L’agroecologia per invertire il disastro climatico
Viticoltura In questi giorni, parlare di sostenibilità e della riduzione dell’uso dei pesticidi è quanto mai complesso, in un quadro generale inquinato da una strumentalizzazione che ha posto agricoltura e ambiente […]
Viticoltura In questi giorni, parlare di sostenibilità e della riduzione dell’uso dei pesticidi è quanto mai complesso, in un quadro generale inquinato da una strumentalizzazione che ha posto agricoltura e ambiente […]
In questi giorni, parlare di sostenibilità e della riduzione dell’uso dei pesticidi è quanto mai complesso, in un quadro generale inquinato da una strumentalizzazione che ha posto agricoltura e ambiente in contrapposizione tra loro. Si è più volte detto che è una strada sbagliata, perché se tutela dell’ambiente e produzione agricola non diventano complici non si riuscirà a innescare quella conversione ecologica che è oggi inderogabile.
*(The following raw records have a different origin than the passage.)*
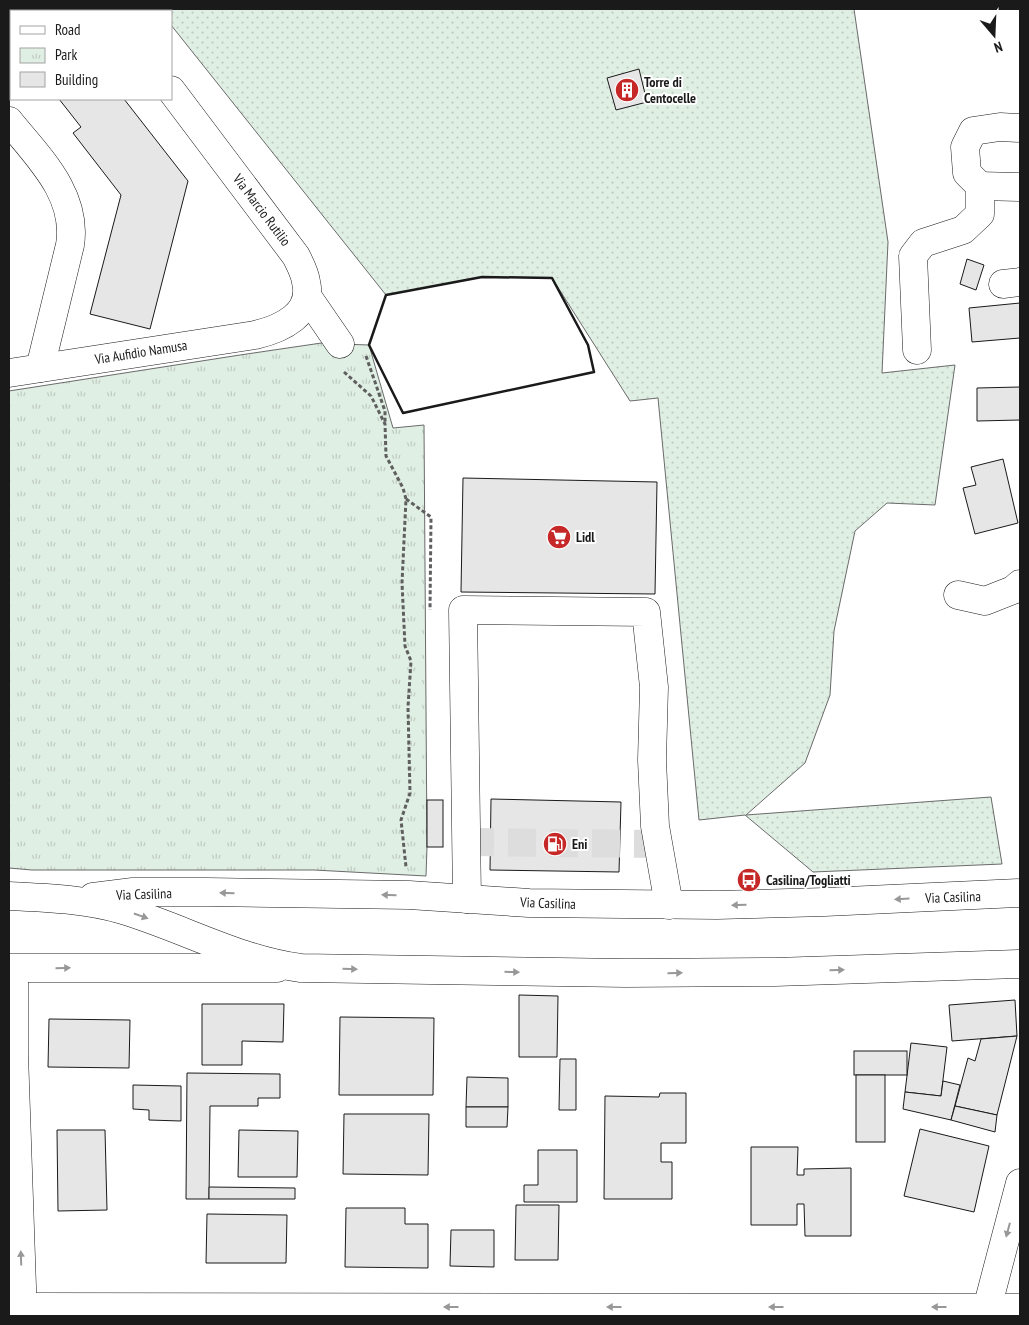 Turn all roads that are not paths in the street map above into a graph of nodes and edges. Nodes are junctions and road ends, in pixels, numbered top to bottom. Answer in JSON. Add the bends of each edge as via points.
{"nodes":[{"id":1,"x":172,"y":91,"type":"edge"},
{"id":2,"x":9,"y":121,"type":"edge"},
{"id":3,"x":1020,"y":128,"type":"edge"},
{"id":4,"x":980,"y":186,"type":"junction"},
{"id":5,"x":1020,"y":188,"type":"edge"},
{"id":6,"x":307,"y":296,"type":"junction"},
{"id":7,"x":340,"y":344,"type":"road end"},
{"id":8,"x":917,"y":350,"type":"dead end"},
{"id":9,"x":40,"y":368,"type":"junction"},
{"id":10,"x":9,"y":373,"type":"edge"},
{"id":11,"x":1020,"y":584,"type":"edge"},
{"id":12,"x":958,"y":595,"type":"dead end"},
{"id":13,"x":1020,"y":893,"type":"edge"},
{"id":14,"x":9,"y":896,"type":"edge"},
{"id":15,"x":467,"y":899,"type":"junction"},
{"id":16,"x":77,"y":900,"type":"junction"},
{"id":17,"x":669,"y":905,"type":"junction"},
{"id":18,"x":1020,"y":964,"type":"edge"},
{"id":19,"x":12,"y":968,"type":"edge"},
{"id":20,"x":301,"y":968,"type":"junction"},
{"id":21,"x":1020,"y":1183,"type":"edge"},
{"id":22,"x":1020,"y":1308,"type":"edge"},
{"id":23,"x":23,"y":1312,"type":"edge"},
{"id":24,"x":986,"y":1312,"type":"edge"}],
"edges":[{"from":1,"to":6,"type":"street","name":"Via Marcio Rutilio","via":[[288,244],[307,282]]},
{"from":2,"to":9,"type":"street","via":[[54,177],[66,200],[71,224],[70,245]]},
{"from":3,"to":4,"type":"street","via":[[973,131],[965,147],[967,173]]},
{"from":4,"to":5,"type":"street"},
{"from":4,"to":8,"type":"street","via":[[980,214],[963,230],[923,243],[913,256]]},
{"from":6,"to":7,"type":"street"},
{"from":6,"to":9,"type":"street","name":"Via Aufidio Namusa","via":[[296,317],[272,331]]},
{"from":9,"to":10,"type":"street","name":"Via Aufidio Namusa"},
{"from":11,"to":12,"type":"street","via":[[985,601]]},
{"from":13,"to":17,"type":"street","name":"Via Casilina","one_way":true,"via":[[815,903]]},
{"from":14,"to":16,"type":"street","name":"Via Casilina"},
{"from":15,"to":16,"type":"street","name":"Via Casilina","one_way":true,"via":[[133,892]]},
{"from":15,"to":17,"type":"street","name":"Via Casilina"},
{"from":15,"to":17,"type":"street","via":[[463,610],[646,612],[654,687],[652,760],[655,826]]},
{"from":16,"to":20,"type":"street","name":"Via Casilina","one_way":true,"via":[[122,910],[244,955]]},
{"from":20,"to":18,"type":"street","name":"Via Casilina","one_way":true,"via":[[626,973]]},
{"from":19,"to":20,"type":"street","name":"Via Casilina","one_way":true},
{"from":23,"to":19,"type":"street","one_way":true},
{"from":21,"to":24,"type":"street","one_way":true},
{"from":22,"to":24,"type":"street"},
{"from":24,"to":23,"type":"street","one_way":true}]}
La crisi climatica è ormai di tale portata che nessuno solo dieci anni fa poteva immaginarlo e ricorrere oggi ai mezzucci per nascondere le responsabilità di modelli agricoli industriali significa doversi preparare a effetti ancora più complessi per il futuro.
La viticoltura esce da un 2023 in cui le condizioni ambientali hanno messo a dura prova i vignaioli che si sono trovati di fronte a una sfida epocale, stritolati tra siccità e infezioni fungine. Non c’è evidenza che chi si è affidato alla chimica di sintesi sia riuscito a venirne a capo con maggiore facilità, anzi. Il 2024 si avvia verso un’incertezza inquietante. Piove sempre meno, non ha nevicato, le temperature medie sono elevate e alcune vigne non sembrano essere andate a riposo come si deve.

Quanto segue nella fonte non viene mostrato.